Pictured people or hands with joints
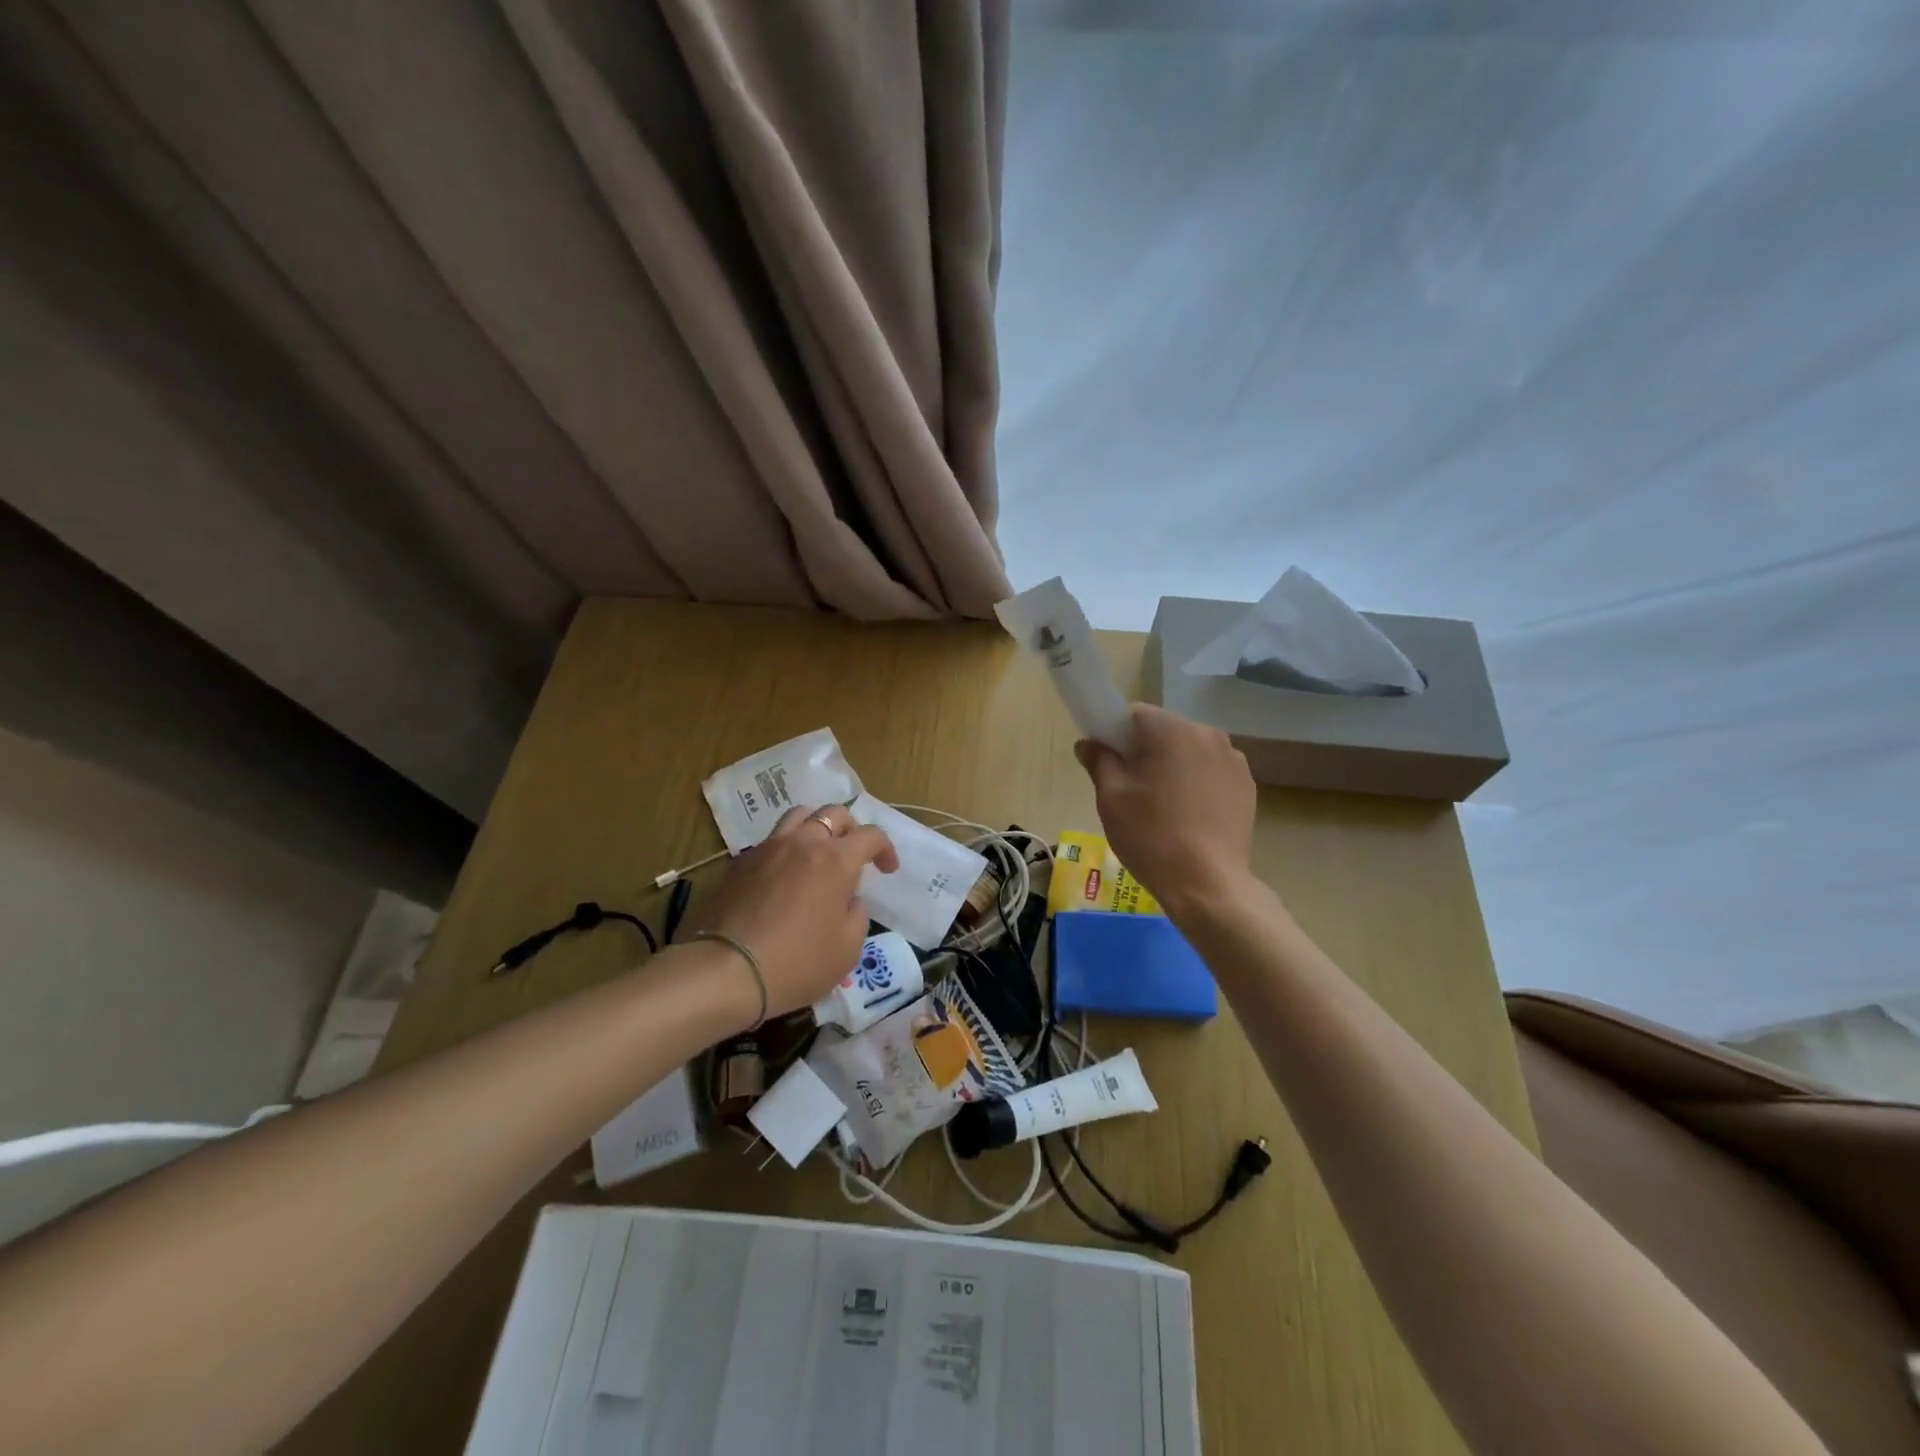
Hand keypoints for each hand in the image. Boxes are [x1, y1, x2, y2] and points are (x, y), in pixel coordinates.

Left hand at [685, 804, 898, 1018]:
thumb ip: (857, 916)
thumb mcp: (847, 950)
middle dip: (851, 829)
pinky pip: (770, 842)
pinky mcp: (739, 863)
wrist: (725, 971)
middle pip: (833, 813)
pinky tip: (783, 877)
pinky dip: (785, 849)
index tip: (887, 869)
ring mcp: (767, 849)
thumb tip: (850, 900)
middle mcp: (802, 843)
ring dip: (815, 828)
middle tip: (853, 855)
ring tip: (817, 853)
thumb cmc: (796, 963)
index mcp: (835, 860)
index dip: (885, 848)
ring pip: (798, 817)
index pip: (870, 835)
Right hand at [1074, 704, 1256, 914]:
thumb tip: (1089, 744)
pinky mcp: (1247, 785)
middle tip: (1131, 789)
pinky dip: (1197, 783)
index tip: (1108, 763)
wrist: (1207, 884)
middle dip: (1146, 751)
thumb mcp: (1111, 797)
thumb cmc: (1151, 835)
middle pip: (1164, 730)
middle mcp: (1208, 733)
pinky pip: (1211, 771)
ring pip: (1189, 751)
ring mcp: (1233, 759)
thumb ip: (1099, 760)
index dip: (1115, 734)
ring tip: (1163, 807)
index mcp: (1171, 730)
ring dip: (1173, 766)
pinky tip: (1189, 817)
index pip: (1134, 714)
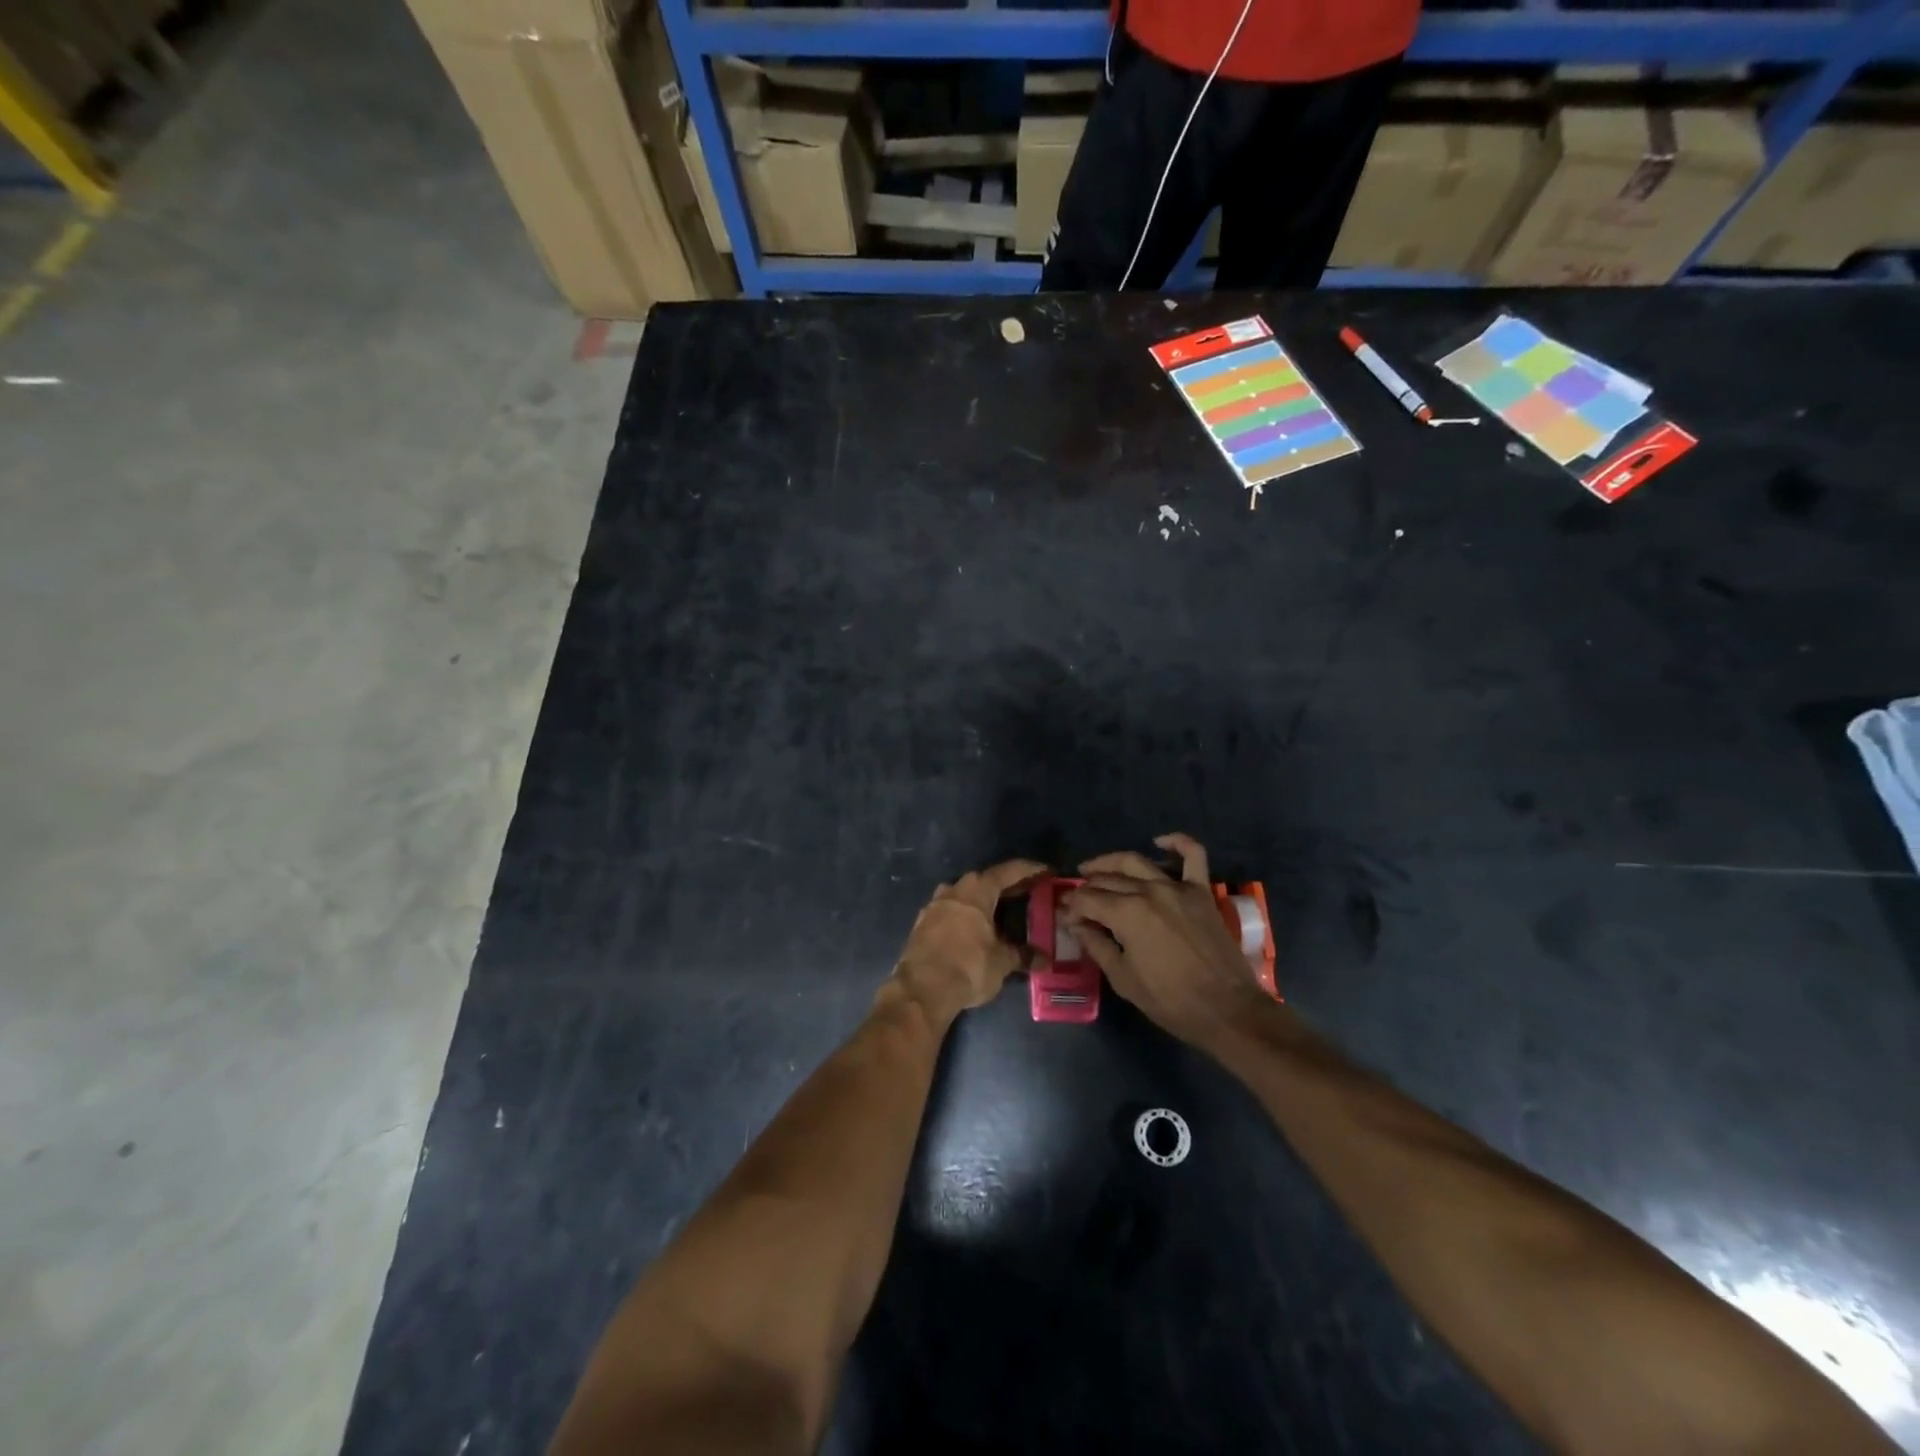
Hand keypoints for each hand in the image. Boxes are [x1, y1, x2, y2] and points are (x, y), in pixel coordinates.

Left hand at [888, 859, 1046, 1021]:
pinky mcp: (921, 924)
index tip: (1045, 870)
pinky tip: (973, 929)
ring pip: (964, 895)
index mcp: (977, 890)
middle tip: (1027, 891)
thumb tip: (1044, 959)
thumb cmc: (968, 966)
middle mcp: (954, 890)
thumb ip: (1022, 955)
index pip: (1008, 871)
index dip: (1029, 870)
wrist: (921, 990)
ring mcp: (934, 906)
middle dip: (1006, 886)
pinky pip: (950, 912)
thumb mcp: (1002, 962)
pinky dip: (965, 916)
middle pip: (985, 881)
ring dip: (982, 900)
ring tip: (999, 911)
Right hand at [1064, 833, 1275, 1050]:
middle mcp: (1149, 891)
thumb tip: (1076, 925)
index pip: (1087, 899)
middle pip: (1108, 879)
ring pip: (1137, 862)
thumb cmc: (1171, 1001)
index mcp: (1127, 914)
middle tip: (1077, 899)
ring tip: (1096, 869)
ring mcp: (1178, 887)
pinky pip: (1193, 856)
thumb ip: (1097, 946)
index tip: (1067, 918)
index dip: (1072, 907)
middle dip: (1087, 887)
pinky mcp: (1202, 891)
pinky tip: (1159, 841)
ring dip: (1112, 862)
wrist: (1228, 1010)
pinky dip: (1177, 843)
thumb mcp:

▸ REQUIRED ACTION: The output should be exactly the lines above from the line containing "thumb cmc: (1171, 1001)" to the line containing "pinky dip: (1177, 843)", inclusive, with no other lines.

▸ FINISHED EXERCISE:
thumb cmc: (1171, 1001)
index mcp: (1127, 914)
middle tip: (1077, 899)
ring tip: (1096, 869)
ring mcp: (1178, 887)
pinky pip: (1193, 856)
thumb ip: (1097, 946)
index tip: (1067, 918)
index dip: (1072, 907)
middle dip: (1087, 887)
pinky mcp: (1202, 891)
pinky tip: (1159, 841)
ring dip: (1112, 862)
wrist: (1228, 1010)
pinky dip: (1177, 843)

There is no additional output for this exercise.